Segundo ele, o estudo sobre como a rede pública poderá oferecer desintoxicação deve estar pronto em breve.
Em geral, quando alguém é preso com pequena quantidade de tóxico e alega dependência ou uso, o juiz suspende a pena de detenção de seis meses a dois anos, prevista na lei sobre tóxicos, de 76, e aplica penas alternativas, de 95. Assim, o réu é condenado a prestar serviço comunitário.
A lei de 76 está sendo reformada no Congresso. O dois textos em tramitação no Senado não prevêem prisão para usuários, mas tratamento, medidas educativas ou restritivas de direitos.
Em alguns Estados brasileiros, os juízes têm determinado que o réu se submeta a desintoxicação e que prove isso nas visitas periódicas (quase sempre trimestrais), que tem de fazer à Justiça.
Só que essas visitas limitam-se ao comparecimento, por parte do réu, a um balcão do fórum local, onde uma ficha é preenchida e assinada. Não há psicólogos ou assistentes sociais disponíveis para uma avaliação mais apurada.
"O usuário não é para ser apenado. Ele é uma pessoa que precisa de ajuda. Mas falta uma melhor estrutura. Precisamos de psicólogos que façam acompanhamento", disse o presidente do STJ (Superior Tribunal de Justiça), ministro Paulo Costa Leite.
Segundo ele, a tendência de "despenalizar" o usuário e dependente tem sido vista como uma ótima alternativa à descriminação das drogas. "Se o uso deixa de ser crime, como punir quem vende? Acho que a descriminação não passa, é culturalmente inaceitável. Mas despenalizar é algo que está maduro no Judiciário", afirmou.
A falta de estrutura pública de apoio às decisões judiciais é reclamada também pelas associações que representam juízes.
Para Antônio Carlos Viana, presidente da AMB (Associação dos Magistrados Brasileiros), "o Estado em si não se preocupa com o problema, como não se preocupa com a saúde em geral".
O presidente da Ajuf (Associação dos Juízes Federais), Flávio Dino, diz que falta estrutura até mesmo para fiscalizar o cumprimento das penas alternativas.

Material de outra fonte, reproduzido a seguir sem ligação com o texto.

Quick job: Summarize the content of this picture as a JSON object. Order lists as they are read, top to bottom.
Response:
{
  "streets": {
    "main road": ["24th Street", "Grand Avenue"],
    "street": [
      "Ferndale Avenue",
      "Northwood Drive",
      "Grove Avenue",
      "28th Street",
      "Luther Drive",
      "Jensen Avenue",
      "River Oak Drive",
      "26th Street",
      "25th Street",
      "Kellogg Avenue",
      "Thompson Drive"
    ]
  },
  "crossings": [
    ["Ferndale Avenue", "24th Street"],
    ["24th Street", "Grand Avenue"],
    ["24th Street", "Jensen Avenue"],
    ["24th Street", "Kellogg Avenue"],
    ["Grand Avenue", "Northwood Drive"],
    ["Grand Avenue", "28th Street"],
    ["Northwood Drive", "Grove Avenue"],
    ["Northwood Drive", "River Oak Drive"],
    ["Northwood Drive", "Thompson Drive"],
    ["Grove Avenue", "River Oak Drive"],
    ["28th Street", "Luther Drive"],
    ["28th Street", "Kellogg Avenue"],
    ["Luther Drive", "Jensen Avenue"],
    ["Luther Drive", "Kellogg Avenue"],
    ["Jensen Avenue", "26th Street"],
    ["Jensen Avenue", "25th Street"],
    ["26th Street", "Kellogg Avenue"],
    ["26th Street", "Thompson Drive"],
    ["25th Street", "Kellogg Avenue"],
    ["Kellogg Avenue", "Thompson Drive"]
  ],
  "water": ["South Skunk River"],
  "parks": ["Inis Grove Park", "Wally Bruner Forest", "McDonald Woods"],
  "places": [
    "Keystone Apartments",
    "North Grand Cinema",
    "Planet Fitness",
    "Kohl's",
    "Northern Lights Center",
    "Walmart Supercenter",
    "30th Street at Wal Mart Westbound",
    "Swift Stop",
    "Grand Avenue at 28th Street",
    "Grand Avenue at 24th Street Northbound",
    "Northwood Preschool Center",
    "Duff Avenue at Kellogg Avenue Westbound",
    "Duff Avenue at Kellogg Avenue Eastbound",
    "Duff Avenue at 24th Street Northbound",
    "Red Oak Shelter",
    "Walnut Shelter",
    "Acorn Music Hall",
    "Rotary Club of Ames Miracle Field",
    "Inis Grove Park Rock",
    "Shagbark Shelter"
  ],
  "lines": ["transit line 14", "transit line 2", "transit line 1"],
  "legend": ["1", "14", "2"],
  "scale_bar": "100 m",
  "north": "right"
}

Para Marco Antônio Marques da Silva, diretor da AMB e conselheiro jurista do Conad (Conselho Nacional Antidrogas), a despenalização é a alternativa. "O uso continua proibido, mas, em vez de pena, o réu recebe tratamento. O que falta é estrutura social, é a sociedade se movimentar", disse.

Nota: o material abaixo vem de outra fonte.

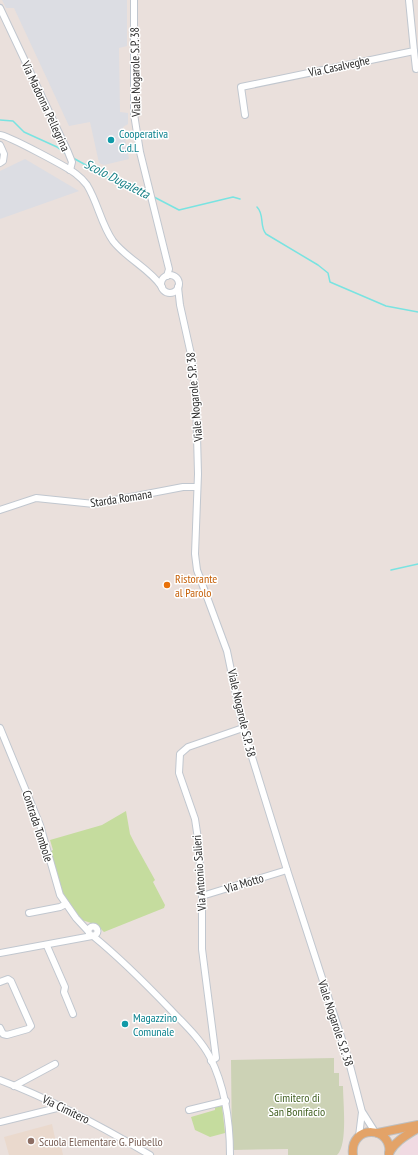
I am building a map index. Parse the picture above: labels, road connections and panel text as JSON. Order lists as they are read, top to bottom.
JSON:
{
  "streets": {
    "street": [
      "Via Casalveghe",
      "Viale Nogarole S.P. 38",
      "Via Madonna Pellegrina",
      "Starda Romana",
      "Contrada Tombole",
      "Via Antonio Salieri",
      "Via Motto",
      "Via Cimitero"
    ]
  },
  "crossings": [
    ["Viale Nogarole S.P. 38", "Starda Romana"],
    ["Viale Nogarole S.P. 38", "Via Antonio Salieri"],
    ["Viale Nogarole S.P. 38", "Via Motto"],
    ["Contrada Tombole", "Via Antonio Salieri"],
    ["Via Antonio Salieri", "Via Motto"]
  ],
  "water": ["Scolo Dugaletta"],
  "parks": ["Cimitero di San Bonifacio"],
  "places": [
    "Cooperativa C.d.L",
    "Ristorante al Parolo",
    "Magazzino Comunale",
    "Scuola Elementare G. Piubello"
  ]
}
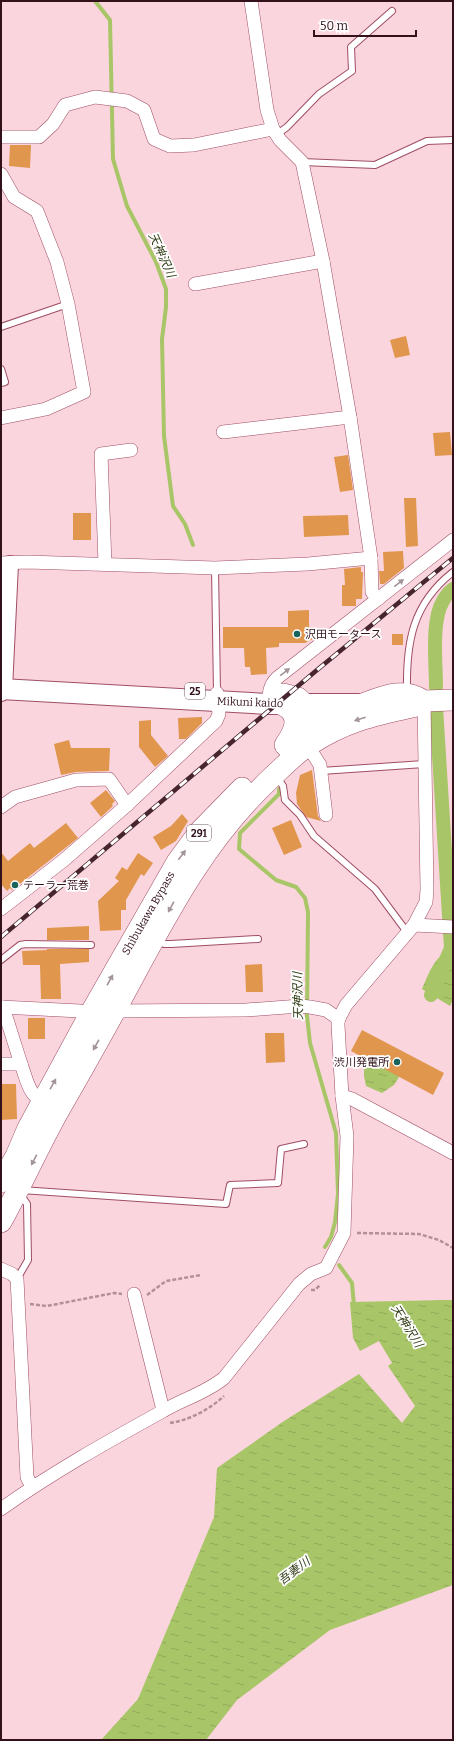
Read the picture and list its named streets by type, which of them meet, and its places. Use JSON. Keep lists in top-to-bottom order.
{
  "streets": {
    "highway": ["291", "Shibukawa Bypass"],
    "main road": ["25", "Mikuni kaido"]
  },
  "crossings": [
    ["Mikuni kaido", "291"],
    ["Mikuni kaido", "Shibukawa Bypass"],
    ["291", "Shibukawa Bypass"]
  ],
  "water": ["天神沢川", "吾妻川"],
  "places": ["沢田モータース", "テーラー荒巻", "渋川発電所"],
  "scale_bar": "50 m"
}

Para Kenarik Boujikian Felippe, presidente da Associação dos Juízes para a Democracia, "aplicar a pena de prisão não resolve em hipótese nenhuma". Porém, disse, a questão é "também de saúde, e não depende só do Judiciário".
Tratar usuários de drogas é prática comum nos Estados Unidos, onde há dez anos foram criadas as primeiras "Drug Courts", ou cortes de drogas. Só que o tratamento inclui uma medida impensável no Brasil: o teste clínico obrigatório para verificar a abstinência.

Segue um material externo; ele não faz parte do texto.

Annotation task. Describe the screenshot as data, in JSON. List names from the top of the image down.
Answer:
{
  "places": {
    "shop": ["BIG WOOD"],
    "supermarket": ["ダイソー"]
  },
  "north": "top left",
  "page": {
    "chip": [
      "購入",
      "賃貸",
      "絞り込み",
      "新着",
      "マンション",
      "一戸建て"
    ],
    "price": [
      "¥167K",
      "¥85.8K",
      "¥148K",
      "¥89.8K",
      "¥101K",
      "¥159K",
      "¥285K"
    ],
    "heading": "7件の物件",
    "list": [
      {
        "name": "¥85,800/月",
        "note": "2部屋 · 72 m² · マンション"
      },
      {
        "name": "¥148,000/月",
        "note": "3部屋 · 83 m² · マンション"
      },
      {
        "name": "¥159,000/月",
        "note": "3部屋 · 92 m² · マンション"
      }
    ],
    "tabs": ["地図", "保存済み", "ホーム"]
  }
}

Aqui, a tradição jurídica reza que ninguém é obrigado a produzir prova contra si mesmo.
Nos EUA, para livrar-se da prisão, o réu aceita submeter-se ao tratamento e aos testes. A escala de punição acompanha o exame de sangue ou de fio de cabelo: um resultado positivo pode render um dia na prisão; dois positivos, um fim-de-semana na cadeia.